The idea behind this utility is to see how long it takes Windows to actually provide memory for use under regular 4k-page demand-paged VirtualAlloc vs. "large" 2mb-page physically-locked VirtualAlloc. This is an important metric for command-line utilities that are trying to be very fast, such as sub-second compilers, but should be generally applicable to any scenario where the memory footprint of an application is growing.
To build, use the accompanying build.bat. It builds with MSVC by default, but you can un-REM the clang++ line to build with clang if you have it installed.
|--large||Use 2mb pages (default: 4k pages)|
|[number]||Set total allocation size in mb (default: 1024)|
|largepages||tests provisioning of 1gb of 4k pages|
|largepages --large||tests provisioning of 1gb of 2mb pages|
|largepages 512||tests provisioning of 512mb of 4k pages|
|largepages --large 256||tests provisioning of 256mb of 2mb pages|
In order to test 2mb pages, you MUST have enabled the Windows group policy setting that allows locking memory. If you do not do this, all attempts to test 2mb pages will fail, as Windows does not allow executables to do this in general. If you don't know how to enable this setting, you can use this guide from Microsoft for SQL Server, but when it comes time to choose a user, choose the user who will run largepages, not the SQL service.
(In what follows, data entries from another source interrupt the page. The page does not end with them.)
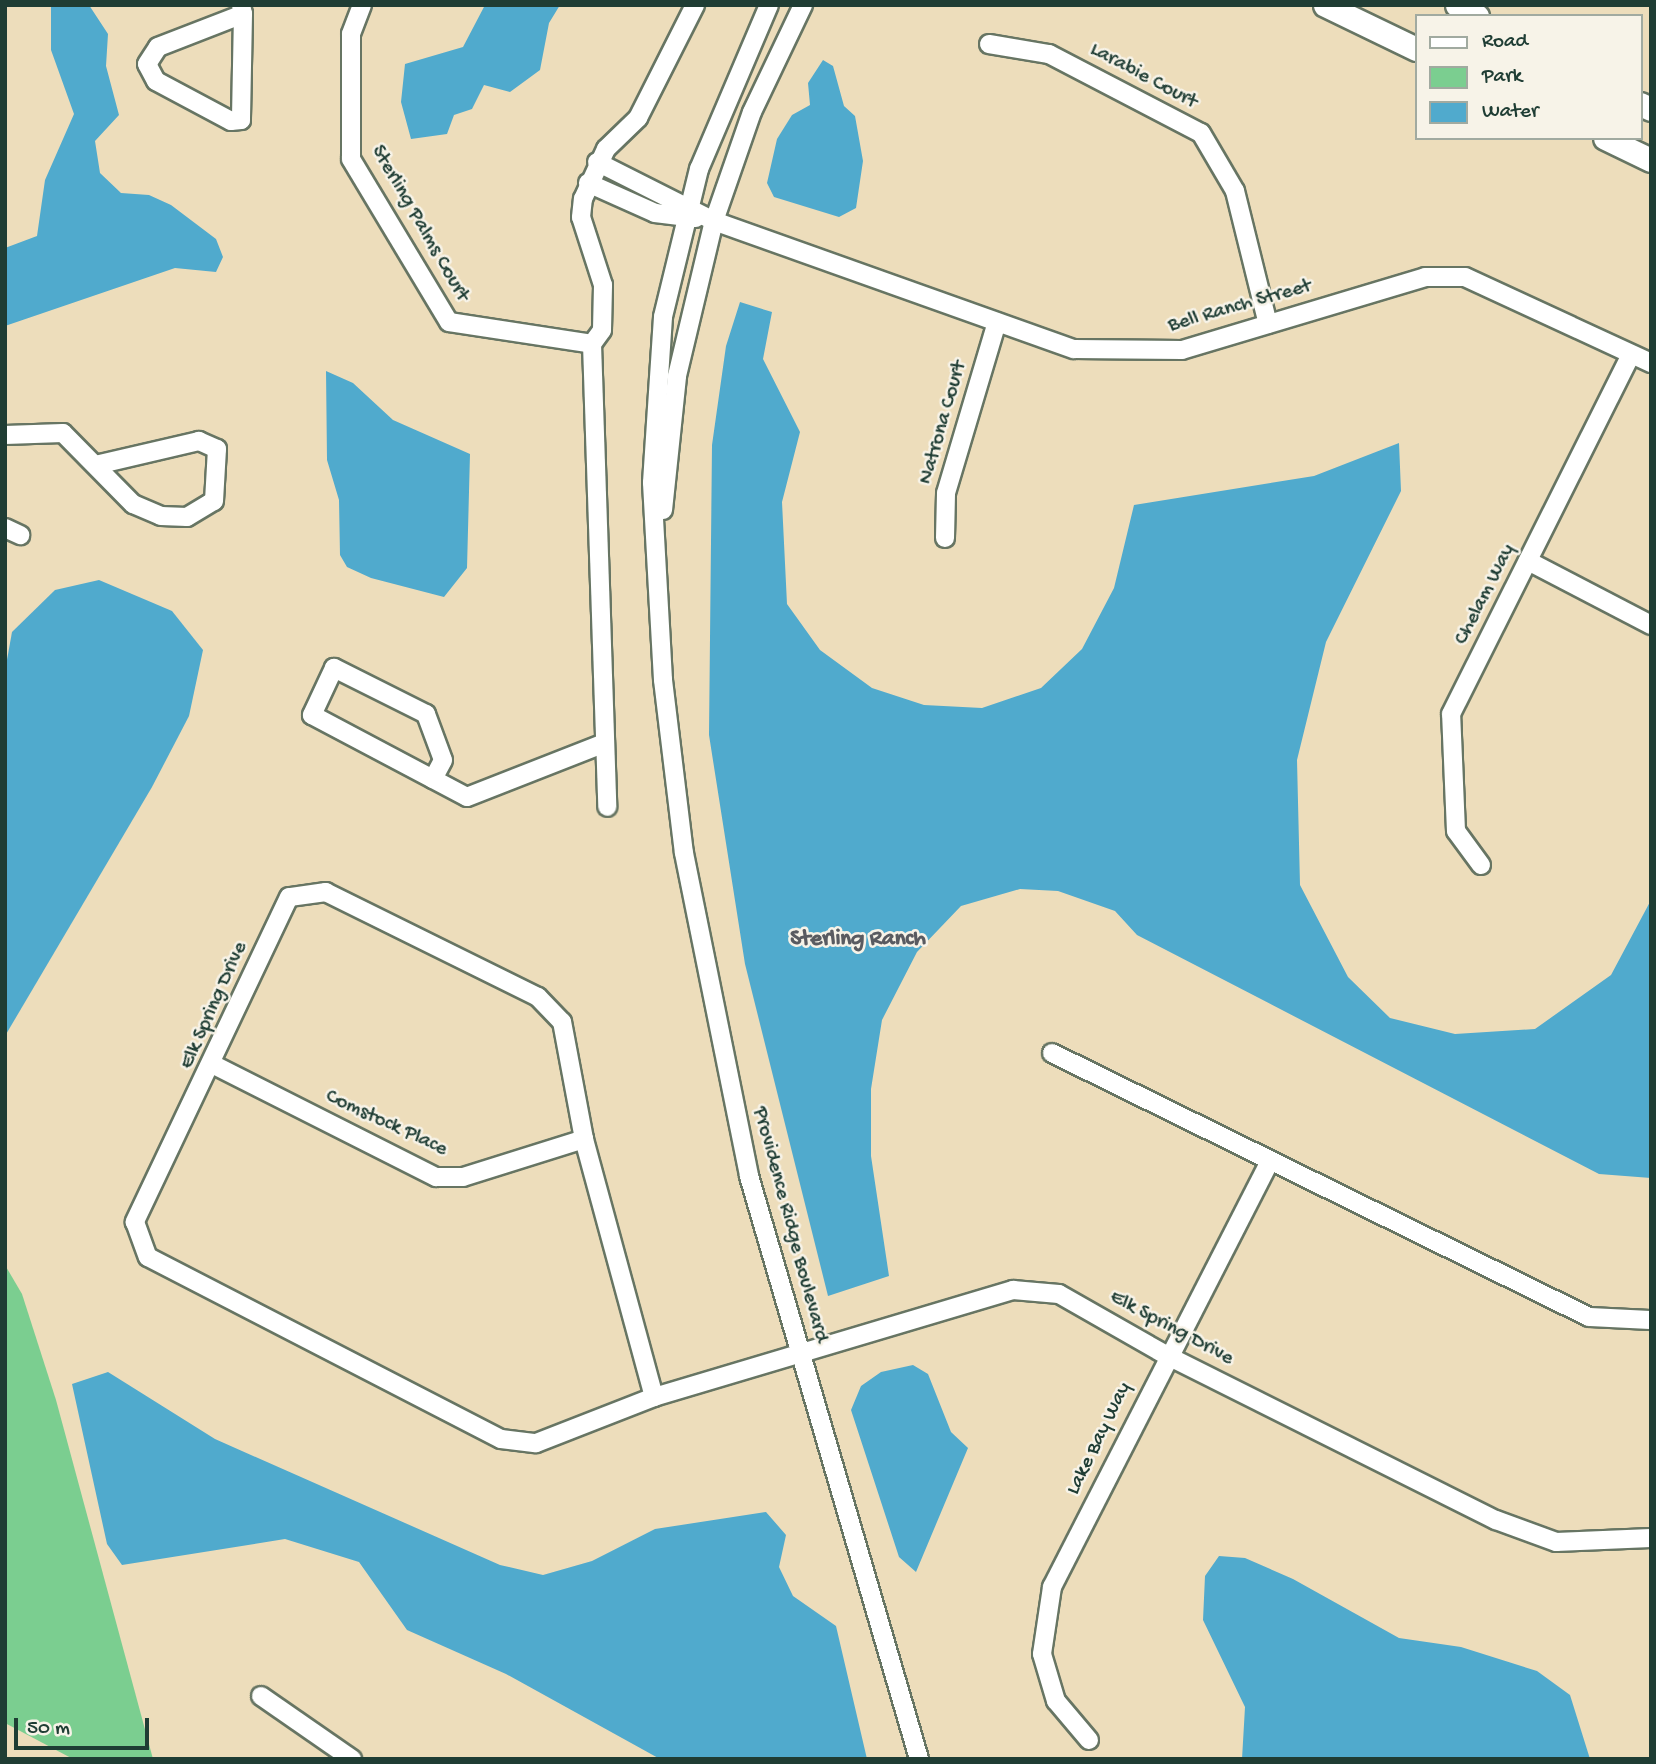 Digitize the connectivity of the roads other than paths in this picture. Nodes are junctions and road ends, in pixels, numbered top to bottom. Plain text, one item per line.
1 (362, 5) edge
2 (695, 5) edge
3 (769, 5) edge
4 (803, 5) edge
5 (1325, 5) edge
6 (1457, 5) edge
7 (242, 10) edge
8 (1473, 14) edge
9 (989, 44) dead end
10 (1414, 48) edge
11 (1609, 140) edge
12 (1651, 160) edge
13 (597, 162) junction
14 (588, 183) junction
15 (686, 212) junction
16 (714, 220) junction
17 (997, 322) junction
18 (1268, 324) junction
19 (592, 344) junction
20 (1631, 354) junction
21 (1651, 363) edge
22 (5, 435) edge
23 (100, 464) junction
24 (945, 538) dead end
25 (1528, 561) junction
26 (658, 566) junction
27 (1651, 625) edge
28 (605, 743) junction
29 (433, 779) junction
30 (607, 807) dead end
31 (1481, 865) dead end
32 (1052, 1053) dead end
33 (214, 1065) junction
34 (584, 1139) junction
35 (1269, 1163) junction
36 (1651, 1320) edge
37 (1167, 1356) junction
38 (801, 1358) junction
39 (654, 1397) junction
40 (1651, 1538) edge
41 (261, 1696) dead end
42 (1089, 1740) dead end
43 (352, 1759) edge
44 (919, 1759) edge

1 - 19 street, Sterling Palms Court
2 - 13 street
3 - 15 street, Providence Ridge Boulevard
4 - 16 street, Providence Ridge Boulevard
5 - 10 main road
6 - 8 main road
7 - 7 street
9 - 18 street, Larabie Court
11 - 12 main road
13 - 14 street
13 - 15 street
14 - 15 street
14 - 19 street
15 - 16 street
15 - 26 street, Providence Ridge Boulevard
16 - 17 street, Bell Ranch Street
16 - 26 street, Providence Ridge Boulevard
17 - 18 street, Bell Ranch Street
17 - 24 street, Natrona Court
18 - 20 street, Bell Ranch Street
19 - 28 street
20 - 21 street, Bell Ranch Street
20 - 25 street, Chelam Way
22 - 23 street
23 - 23 street
25 - 27 street
25 - 31 street, Chelam Way
26 - 38 street, Providence Ridge Boulevard
28 - 29 street
28 - 30 street
29 - 29 street
32 - 35 street
33 - 34 street, Comstock Place
33 - 34 street, Elk Spring Drive
33 - 39 street, Elk Spring Drive
34 - 39 street, Elk Spring Drive
35 - 36 street
35 - 37 street, Lake Bay Way
37 - 38 street, Elk Spring Drive
37 - 40 street, Elk Spring Drive
37 - 42 street, Lake Bay Way
38 - 39 street, Elk Spring Drive
38 - 44 street, Providence Ridge Boulevard
41 - 43 street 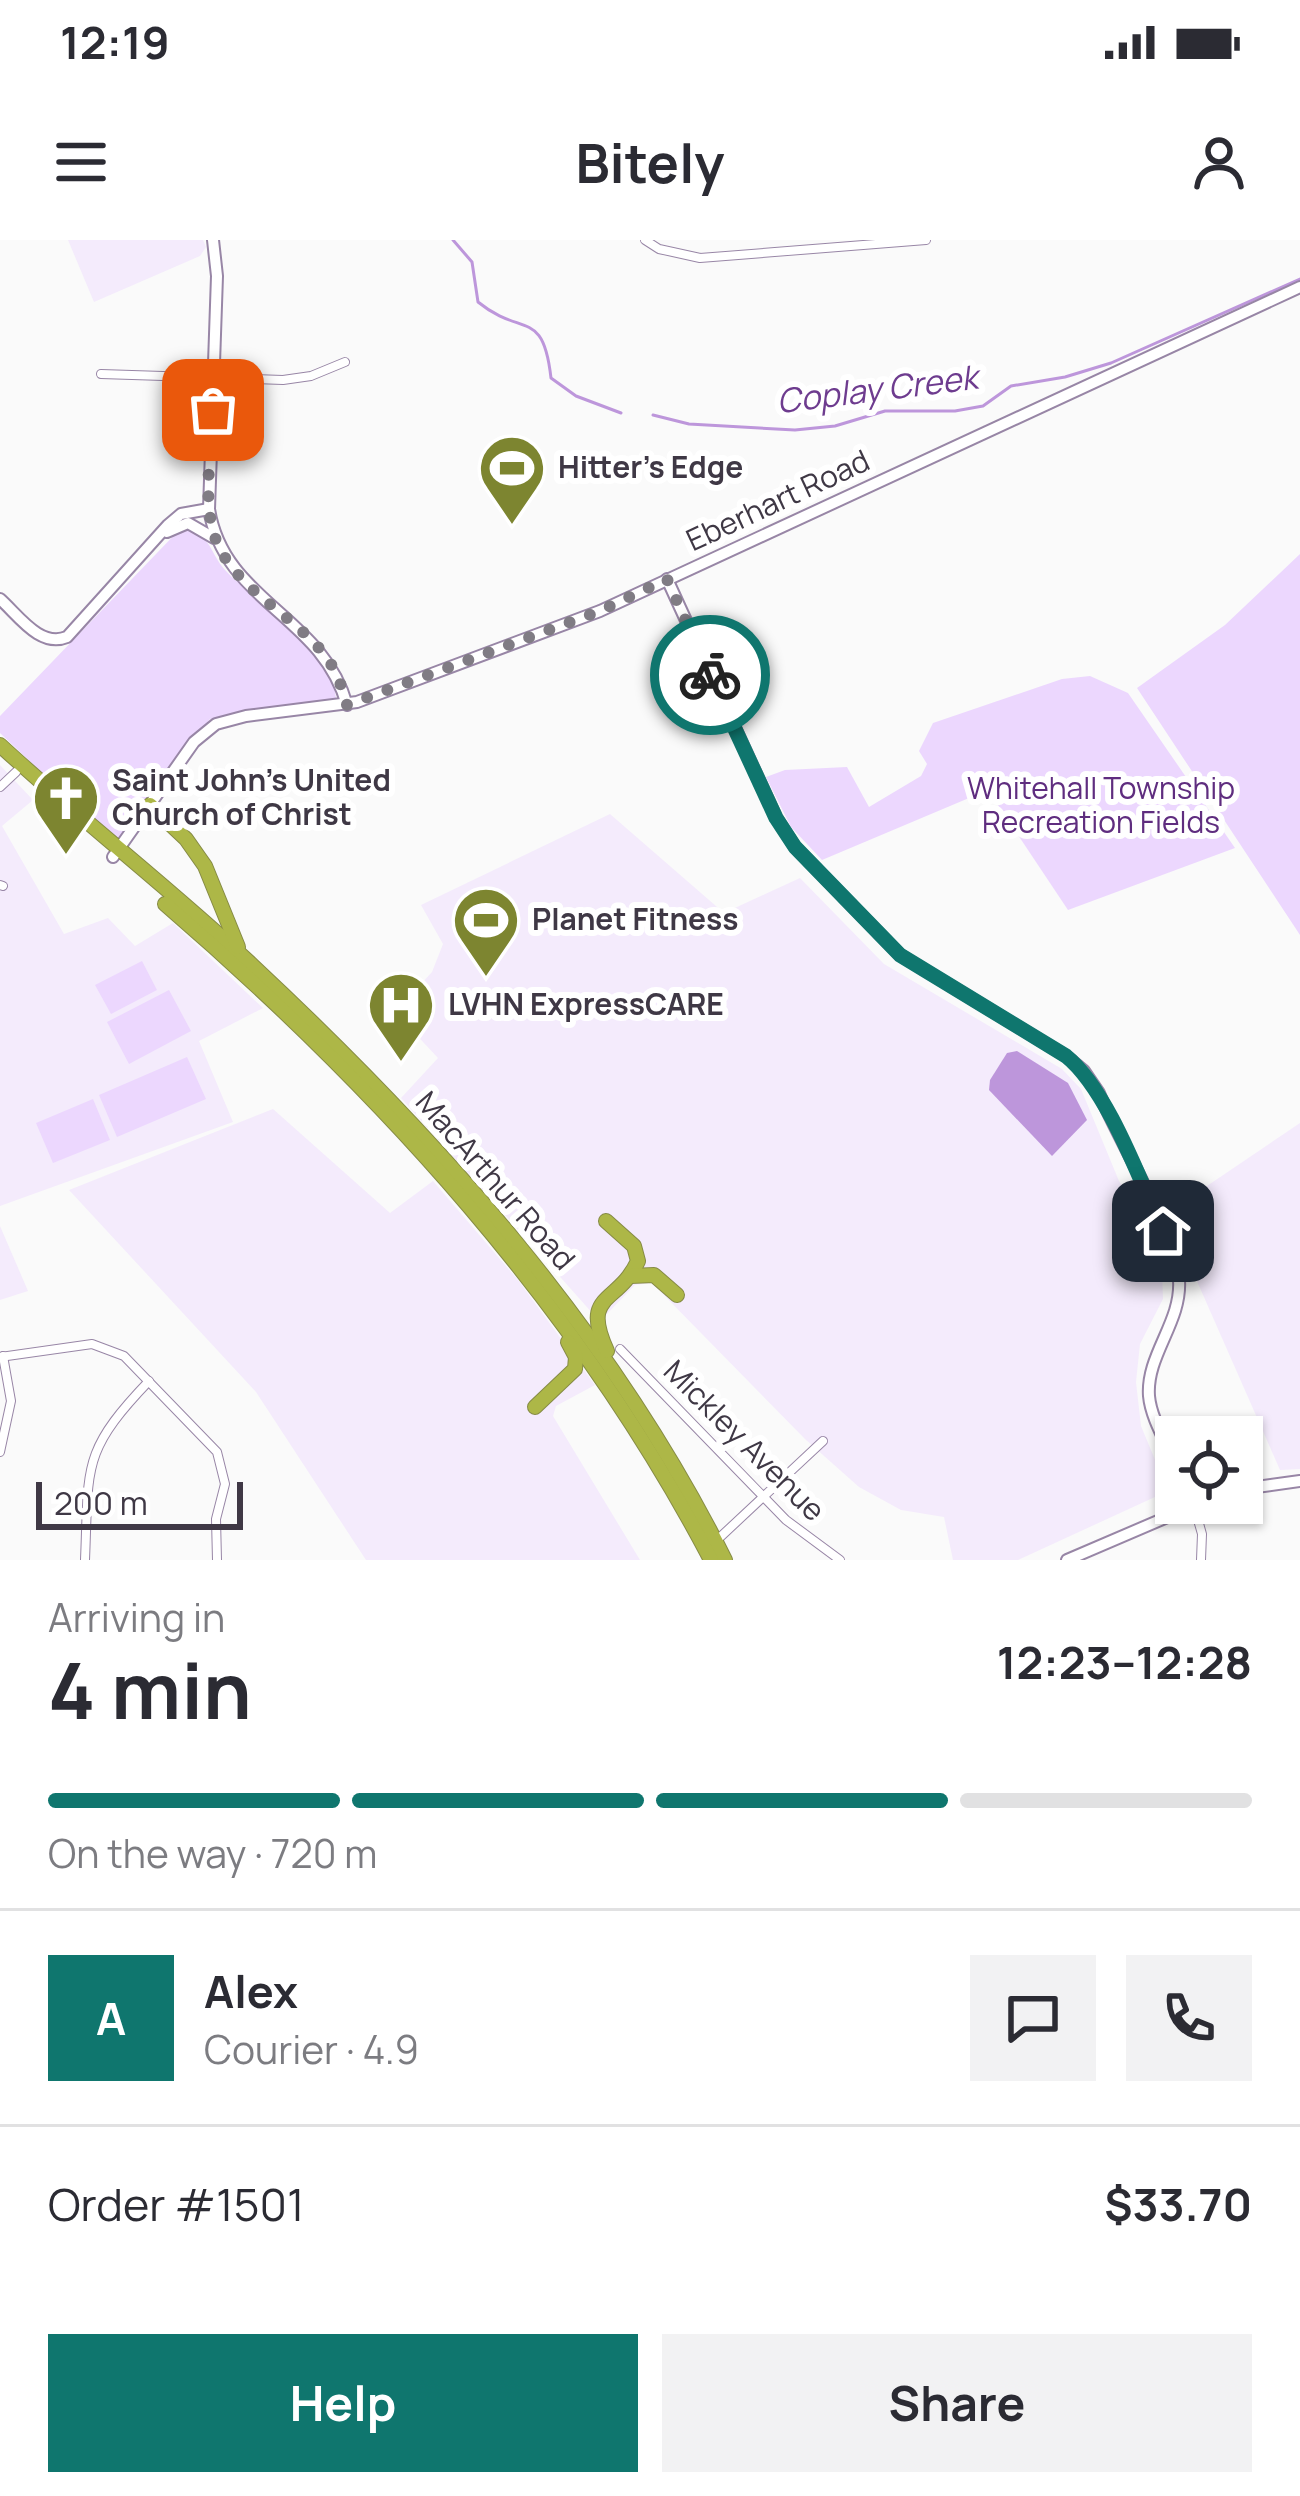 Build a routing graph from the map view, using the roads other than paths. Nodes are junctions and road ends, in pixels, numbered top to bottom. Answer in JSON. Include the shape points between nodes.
{"nodes":[{"id":1,"x":213,"y":240,"type":"edge"},
{"id":2,"x":645,"y":240,"type":"edge"},
{"id":3,"x":926,"y":240,"type":"edge"},
{"id":4,"x":1300,"y":287,"type":"edge"},
{"id":5,"x":345,"y":362,"type":"dead end"},
{"id":6,"x":100,"y":374,"type":"dead end"},
{"id":7,"x":214,"y":378,"type":"junction"},
{"id":8,"x":209,"y":509,"type":"junction"},
{"id":9,"x":159,"y":535,"type":"junction"},
{"id":10,"x":216,"y":539,"type":"junction"},
{"id":11,"x":667,"y":579,"type":"junction"},
{"id":12,"x":0,"y":599,"type":"edge"},
{"id":13,"x":347,"y":705,"type":"junction"},
{"id":14,"x":0,"y":745,"type":"edge"},
{"id":15,"x":0,"y":757,"type":"edge"},
{"id":16,"x":16,"y":772,"type":"junction"},
{"id":17,"x":0,"y":787,"type":"edge"},
{"id":18,"x":150,"y":805,"type":"junction"},
{"id":19,"x":115,"y":854,"type":"junction"},
{"id":20,"x":252,"y":965,"type":"junction"},
{"id":21,"x":606,"y":1221,"type":"dead end"},
{"id":22,"x":631,"y":1276,"type":"junction"},
{"id":23,"x":677,"y":1295,"type":"dead end"},
{"id":24,"x":553,"y":1310,"type":"junction"},
{"id":25,"x":620,"y":1349,"type":"dead end"},
{"id":26,"x":1,"y":1356,"type":"edge"},
{"id":27,"x":611,"y":1367,"type":"junction"},
{"id":28,"x":149,"y":1381,"type":"junction"},
{"id":29,"x":605,"y":1384,"type":"junction"},
{"id":30,"x":1155,"y":1418,"type":"edge"},
{"id":31,"x":823,"y":1441,"type":"dead end"},
{"id":32,"x":0,"y":1452,"type":"edge"},
{"id":33,"x":1300,"y":1481,"type":"edge"},
{"id":34,"x":1263,"y":1486,"type":"edge"},
{"id":35,"x":763,"y":1497,"type":"junction"},
{"id":36,"x":1155,"y":1523,"type":"edge"},
{"id":37,"x":1200,"y":1524,"type":"edge"},
{"id":38,"x":716,"y":1541,"type":"junction"},
{"id":39,"x":1086,"y":1556,"type":"edge"},
{"id":40,"x":85,"y":1560,"type":"edge"},
{"id":41,"x":217,"y":1560,"type":"edge"},
{"id":42,"x":711,"y":1560,"type":"edge"},
{"id":43,"x":725,"y":1560,"type":"edge"},
{"id":44,"x":840,"y":1560,"type":"edge"},
{"id":45,"x":1066,"y":1560,"type":"edge"},
{"id":46,"x":1201,"y":1560,"type":"edge"}],
"edges":[{"from":1,"to":7,"type":"street"},
{"from":2,"to":3,"type":"street","via":[[676,254]]},
{"from":4,"to":11,"type":"street","name":"Eberhart Road"},
{"from":5,"to":7,"type":"street","via":[[296,379]]},
{"from":6,"to":7,"type":"street"},
{"from":7,"to":8,"type":"street"},
{"from":8,"to":9,"type":"street","via":[[181,514]]},
{"from":8,"to":10,"type":"street"},
{"from":9,"to":10,"type":"street","via":[[188,523]]},
{"from":9,"to":12,"type":"street","via":[[56,642]]},
{"from":10,"to":13,"type":"street","via":[[232,568],[322,651]]},
{"from":11,"to":13,"type":"street","name":"Eberhart Road"},
{"from":11,"to":30,"type":"street","via":[[795,847],[900,955],[1066,1056],[1092,1082],[1177,1264],[1177,1308],[1149,1393]]},
{"from":13,"to":18,"type":"street","name":"Eberhart Road","via":[[216,724]]},
{"from":14,"to":19,"type":"highway","name":"MacArthur Road"},
{"from":15,"to":16,"type":"highway","name":"MacArthur Road"},
{"from":16,"to":17,"type":"street"},
{"from":16,"to":19,"type":"highway","name":"MacArthur Road"},
{"from":18,"to":19,"type":"street","name":"Eberhart Road"},
{"from":18,"to":20,"type":"highway","via":[[206,866],[233,941]]},
{"from":19,"to":20,"type":"highway","name":"MacArthur Road"},
{"from":19,"to":24,"type":"highway","name":"MacArthur Road","via":[[347,1074]]},
{"from":20,"to":27,"type":"highway","name":"MacArthur Road","via":[[447,1162]]},
{"from":21,"to":22,"type":"highway","via":[[636,1250]]},
{"from":22,"to":23,"type":"highway","via":[[654,1274]]},
{"from":22,"to":27,"type":"highway","via":[[595,1318]]},
{"from":24,"to":29,"type":"highway","name":"MacArthur Road"},
{"from":24,"to":29,"type":"highway","via":[[576,1365],[535,1407],[585,1377]]},
{"from":25,"to":35,"type":"street","name":"Mickley Avenue"},
{"from":26,"to":28,"type":"street","via":[[101,1345]]},
{"from":26,"to":32,"type":"street","via":[[10,1401]]},
{"from":27,"to":38,"type":"highway","name":"MacArthur Road"},
{"from":28,"to":40,"type":"street","via":[[94,1450]]},
{"from":28,"to":41,"type":"street","via":[[223,1464]]},
{"from":29,"to":42,"type":"highway","name":"MacArthur Road"},
{"from":31,"to":35,"type":"street"},
{"from":33,"to":34,"type":"street"},
{"from":35,"to":38,"type":"street"},
{"from":35,"to":44,"type":"street","name":"Mickley Avenue"},
{"from":36,"to":39,"type":"street"},
{"from":37,"to":46,"type":"street"},
{"from":38,"to":43,"type":"highway","name":"MacArthur Road"},
{"from":39,"to":45,"type":"street"}]}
In general, this test is less about 4k vs. 2mb pages, and more about the cost of provisioning pages on demand rather than in bulk. In Windows, 4k pages are provisioned on demand as they are touched, whereas 2mb pages are provisioned immediately upon allocation.
In this simple benchmark, 2mb pages outperform 4k pages dramatically - by numbers like 10x. Although part of this speedup may come from the larger sizes of the pages themselves, it is likely that most of the speedup comes from the fact that 2mb pages appear to be provisioned directly in VirtualAlloc (as you would expect for physically-locked addresses). This means they do not need to be faulted and provisioned later. I would assume - but don't know - that a simple flag to VirtualAlloc like "MEM_USE_IMMEDIATELY" that told VirtualAlloc to make 4k pages resident right away, like ther 2mb counterparts, would make 4k performance closely resemble 2mb performance.
Alas, no such flag exists, so this is purely hypothetical at the moment.